How can artificial intelligence decrease cognitive and work burden for front line practitioners?

Tejal K Gandhi 1,, David Classen 2, Christine A Sinsky 3, David C Rhew 4, Nikki Vande Garde 5, Andrew Roberts 6, Frank Federico 7
PMCID: PMC10466077  PMID: 37655124

Abstract

Artificial intelligence (AI) has tremendous potential to improve the cognitive and work burden of clinicians across a range of clinical activities, which could lead to reduced burnout and better clinical care. The recent explosion of generative AI nicely illustrates this potential. Developers and organizations deploying AI have a responsibility to ensure AI is designed and implemented with end-user input, has mechanisms to identify and potentially reduce bias, and that the impact on cognitive and work burden is measured, monitored, and improved. This article focuses specifically on the role AI can play in reducing cognitive and work burden, outlines the critical issues associated with the use of AI, and serves as a call to action for vendors and users to work together to develop functionality that addresses these challenges.

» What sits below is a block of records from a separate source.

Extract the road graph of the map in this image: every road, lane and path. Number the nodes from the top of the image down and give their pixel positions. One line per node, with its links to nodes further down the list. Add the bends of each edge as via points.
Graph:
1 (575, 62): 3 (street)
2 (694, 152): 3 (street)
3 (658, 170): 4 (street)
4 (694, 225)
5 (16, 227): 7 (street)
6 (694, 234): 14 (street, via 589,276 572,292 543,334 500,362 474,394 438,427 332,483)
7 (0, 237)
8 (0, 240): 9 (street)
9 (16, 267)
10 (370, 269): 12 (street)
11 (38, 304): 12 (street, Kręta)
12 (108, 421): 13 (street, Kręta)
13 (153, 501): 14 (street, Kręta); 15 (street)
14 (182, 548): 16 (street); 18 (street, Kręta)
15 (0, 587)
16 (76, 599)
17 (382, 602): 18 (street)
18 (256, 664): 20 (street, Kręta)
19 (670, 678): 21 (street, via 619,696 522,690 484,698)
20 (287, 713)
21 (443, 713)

Keywords: artificial intelligence, safety, cognitive burden, work burden, front line practitioners

Introduction

To deliver safe care, physicians and other healthcare workers need to quickly develop an understanding of the patient, their context (ie, medical and social history) and the details of their current care. The information and technological environment in which care is delivered can either facilitate or impede the rapid acquisition of this information. The vast array of electronic data and increasing amounts of that data have resulted in overwhelming and often conflicting data that clinicians must synthesize to make optimal care decisions.

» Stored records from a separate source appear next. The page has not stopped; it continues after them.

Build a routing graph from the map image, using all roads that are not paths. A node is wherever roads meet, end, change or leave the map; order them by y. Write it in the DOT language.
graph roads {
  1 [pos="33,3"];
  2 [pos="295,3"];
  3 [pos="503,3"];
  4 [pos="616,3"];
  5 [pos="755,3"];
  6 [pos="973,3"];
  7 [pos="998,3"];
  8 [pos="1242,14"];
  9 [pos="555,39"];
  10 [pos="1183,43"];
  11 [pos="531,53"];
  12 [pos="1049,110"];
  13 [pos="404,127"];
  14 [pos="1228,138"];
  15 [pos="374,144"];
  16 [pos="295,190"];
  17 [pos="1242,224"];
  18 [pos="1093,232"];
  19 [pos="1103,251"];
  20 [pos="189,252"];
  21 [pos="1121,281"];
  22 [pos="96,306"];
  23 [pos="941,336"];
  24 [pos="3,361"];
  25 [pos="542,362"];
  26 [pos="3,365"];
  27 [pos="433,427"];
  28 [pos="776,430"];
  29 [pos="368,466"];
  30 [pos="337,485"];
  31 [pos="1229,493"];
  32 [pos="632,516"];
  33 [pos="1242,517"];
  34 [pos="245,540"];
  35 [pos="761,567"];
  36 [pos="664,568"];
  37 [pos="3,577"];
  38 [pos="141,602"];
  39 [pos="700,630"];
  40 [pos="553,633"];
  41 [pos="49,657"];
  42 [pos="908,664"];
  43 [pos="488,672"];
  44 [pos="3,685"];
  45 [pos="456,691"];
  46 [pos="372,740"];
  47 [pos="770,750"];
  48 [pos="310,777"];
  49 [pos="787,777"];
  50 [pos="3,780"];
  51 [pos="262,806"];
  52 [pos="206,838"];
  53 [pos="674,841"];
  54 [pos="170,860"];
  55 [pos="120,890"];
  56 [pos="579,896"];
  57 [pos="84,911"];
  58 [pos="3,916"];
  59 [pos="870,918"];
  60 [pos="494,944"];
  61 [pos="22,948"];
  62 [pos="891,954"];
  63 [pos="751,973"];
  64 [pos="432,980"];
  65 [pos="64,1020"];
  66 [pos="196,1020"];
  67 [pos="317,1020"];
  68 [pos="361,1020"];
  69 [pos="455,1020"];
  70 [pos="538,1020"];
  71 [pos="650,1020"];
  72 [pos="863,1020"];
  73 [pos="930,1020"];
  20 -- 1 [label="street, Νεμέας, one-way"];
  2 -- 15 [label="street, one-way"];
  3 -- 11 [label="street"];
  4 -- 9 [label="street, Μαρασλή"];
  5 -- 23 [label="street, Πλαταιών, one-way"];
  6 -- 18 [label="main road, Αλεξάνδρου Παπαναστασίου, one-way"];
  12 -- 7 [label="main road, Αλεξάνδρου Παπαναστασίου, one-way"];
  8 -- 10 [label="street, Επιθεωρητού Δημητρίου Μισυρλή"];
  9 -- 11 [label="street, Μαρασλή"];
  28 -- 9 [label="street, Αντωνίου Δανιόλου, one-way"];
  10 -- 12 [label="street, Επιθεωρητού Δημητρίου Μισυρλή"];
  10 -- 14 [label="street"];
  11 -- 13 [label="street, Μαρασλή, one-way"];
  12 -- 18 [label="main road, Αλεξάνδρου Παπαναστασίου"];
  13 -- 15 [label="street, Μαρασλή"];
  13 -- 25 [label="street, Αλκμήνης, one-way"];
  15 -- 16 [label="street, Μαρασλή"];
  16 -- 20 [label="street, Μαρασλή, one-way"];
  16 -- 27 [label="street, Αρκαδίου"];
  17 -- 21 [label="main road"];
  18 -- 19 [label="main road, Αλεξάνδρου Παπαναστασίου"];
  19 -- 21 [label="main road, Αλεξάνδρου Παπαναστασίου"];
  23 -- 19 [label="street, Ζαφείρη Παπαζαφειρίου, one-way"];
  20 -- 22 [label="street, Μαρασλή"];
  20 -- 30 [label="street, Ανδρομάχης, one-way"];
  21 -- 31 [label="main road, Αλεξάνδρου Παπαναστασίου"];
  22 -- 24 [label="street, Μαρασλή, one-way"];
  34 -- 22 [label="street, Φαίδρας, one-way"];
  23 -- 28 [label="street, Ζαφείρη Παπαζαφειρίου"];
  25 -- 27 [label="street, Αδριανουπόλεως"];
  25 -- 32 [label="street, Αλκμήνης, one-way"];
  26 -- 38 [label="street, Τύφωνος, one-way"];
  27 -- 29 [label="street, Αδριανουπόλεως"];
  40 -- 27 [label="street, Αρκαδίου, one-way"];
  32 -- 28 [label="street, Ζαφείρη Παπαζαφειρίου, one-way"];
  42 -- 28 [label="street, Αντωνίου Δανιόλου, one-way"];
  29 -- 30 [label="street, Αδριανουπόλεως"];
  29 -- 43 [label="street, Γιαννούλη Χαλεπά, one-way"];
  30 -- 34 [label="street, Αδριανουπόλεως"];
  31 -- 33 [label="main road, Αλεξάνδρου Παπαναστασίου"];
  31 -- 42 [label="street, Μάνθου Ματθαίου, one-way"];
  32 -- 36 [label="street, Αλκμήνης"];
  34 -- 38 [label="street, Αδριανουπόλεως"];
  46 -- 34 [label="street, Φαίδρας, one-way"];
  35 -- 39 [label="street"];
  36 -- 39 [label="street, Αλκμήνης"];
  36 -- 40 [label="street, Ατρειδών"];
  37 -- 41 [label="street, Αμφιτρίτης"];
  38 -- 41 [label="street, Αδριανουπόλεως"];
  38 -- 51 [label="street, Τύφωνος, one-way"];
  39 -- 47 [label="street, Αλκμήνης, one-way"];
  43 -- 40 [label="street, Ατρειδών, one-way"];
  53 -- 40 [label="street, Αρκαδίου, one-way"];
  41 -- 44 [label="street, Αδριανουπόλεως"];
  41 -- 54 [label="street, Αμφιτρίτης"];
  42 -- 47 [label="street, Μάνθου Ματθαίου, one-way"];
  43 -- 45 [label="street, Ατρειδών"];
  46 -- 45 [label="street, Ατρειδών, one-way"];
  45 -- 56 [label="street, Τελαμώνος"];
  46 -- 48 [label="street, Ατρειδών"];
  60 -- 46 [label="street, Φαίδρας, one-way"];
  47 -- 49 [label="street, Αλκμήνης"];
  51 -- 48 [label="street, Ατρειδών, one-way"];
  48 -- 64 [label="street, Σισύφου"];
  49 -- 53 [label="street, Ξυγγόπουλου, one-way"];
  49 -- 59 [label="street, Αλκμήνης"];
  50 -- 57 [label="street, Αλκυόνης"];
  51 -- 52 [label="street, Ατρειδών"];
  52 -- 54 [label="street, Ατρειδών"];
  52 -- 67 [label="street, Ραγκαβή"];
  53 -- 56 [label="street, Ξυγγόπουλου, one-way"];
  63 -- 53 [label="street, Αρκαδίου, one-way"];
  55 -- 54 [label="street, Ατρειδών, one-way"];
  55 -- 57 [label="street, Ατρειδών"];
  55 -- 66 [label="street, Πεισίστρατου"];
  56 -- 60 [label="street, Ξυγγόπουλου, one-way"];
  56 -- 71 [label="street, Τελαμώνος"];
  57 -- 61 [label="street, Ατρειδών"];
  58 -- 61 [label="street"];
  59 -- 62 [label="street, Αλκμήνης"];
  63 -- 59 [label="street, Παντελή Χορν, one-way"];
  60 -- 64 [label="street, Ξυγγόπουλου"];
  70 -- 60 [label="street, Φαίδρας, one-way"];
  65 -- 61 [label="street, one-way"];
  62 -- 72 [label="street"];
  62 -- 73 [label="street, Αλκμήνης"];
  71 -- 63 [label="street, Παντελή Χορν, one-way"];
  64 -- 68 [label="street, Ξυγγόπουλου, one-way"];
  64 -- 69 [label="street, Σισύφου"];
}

Artificial intelligence (AI) is being aggressively and rapidly developed and implemented across US healthcare. Electronic health record (EHR) vendors are now building AI into their products, as are other vendors such as clinical data warehouse vendors and large technology companies. Often, AI deployment is focused on cost savings, reducing complications, improving care quality, or drug development. Recently, the ONC has published new detailed guidance on AI and decision support interventions to improve transparency, promote trustworthiness, and incentivize the development and wider use of fair, appropriate, valid, effective, and safe decision support for patients.1 However, minimal AI development or deployment has been focused on its impact on workload or cognitive burden for frontline workers,2,3 an issue that has become a primary concern due to severe staffing shortages among all types of healthcare workers. This article reviews critical issues for the use of AI to reduce cognitive and work burden for frontline healthcare workers.

Will AI hinder or help?

As with all people, clinicians have a limited mental bandwidth with which they can meet any situation. Cognitive load is the load imposed on our working memory by a particular task. When cognitively overloaded, our brain processing slows, we incur attentional blinks or blind spots, and we make more errors. Cognitive load theory identifies limitations in working memory that humans depend on to perform cognitive tasks.4 Cognitive load is the amount of working memory used and is determined by:

  • How intrinsically difficult the task is (intrinsic load);

  • How skilled we are at the task; the more skilled we are, the less drain on our working memory (ie, the less the germane load);

  • How much work it takes to obtain and process critical pieces of information needed to complete the tasks (ie, extraneous load, often impacted by environmental and systems factors as well as the way information is presented).

Understanding these types of loads as well as the impact on working memory is essential,5 in particular because higher cognitive load is associated with increased levels of clinician burnout.6,7 When effectively designed and implemented, AI has the potential to reduce the clinician’s cognitive burden. For this discussion, AI includes the broader group of capabilities in which computer systems are developed to mimic human behaviors or enhance human capabilities such as visual perception, speech recognition, decision-making, and translation between languages. Machine learning is a subset of AI that uses statistical techniques to identify patterns in the data and create new insights and workflow optimizations.

AI, when done well, usually falls into 1 of 2 categories: (1) Makes it easier to do what you already want to do (or even does it for you); or (2) Disrupts your process when you are about to do something you don’t want to do or shouldn’t do (eg, alerting you when you are about to administer a medication to a patient who is allergic). When combined with well-designed and implemented technology, AI has the potential to reduce the extraneous load, making it easier to quickly review and assimilate critical information needed to perform tasks required for safe patient care.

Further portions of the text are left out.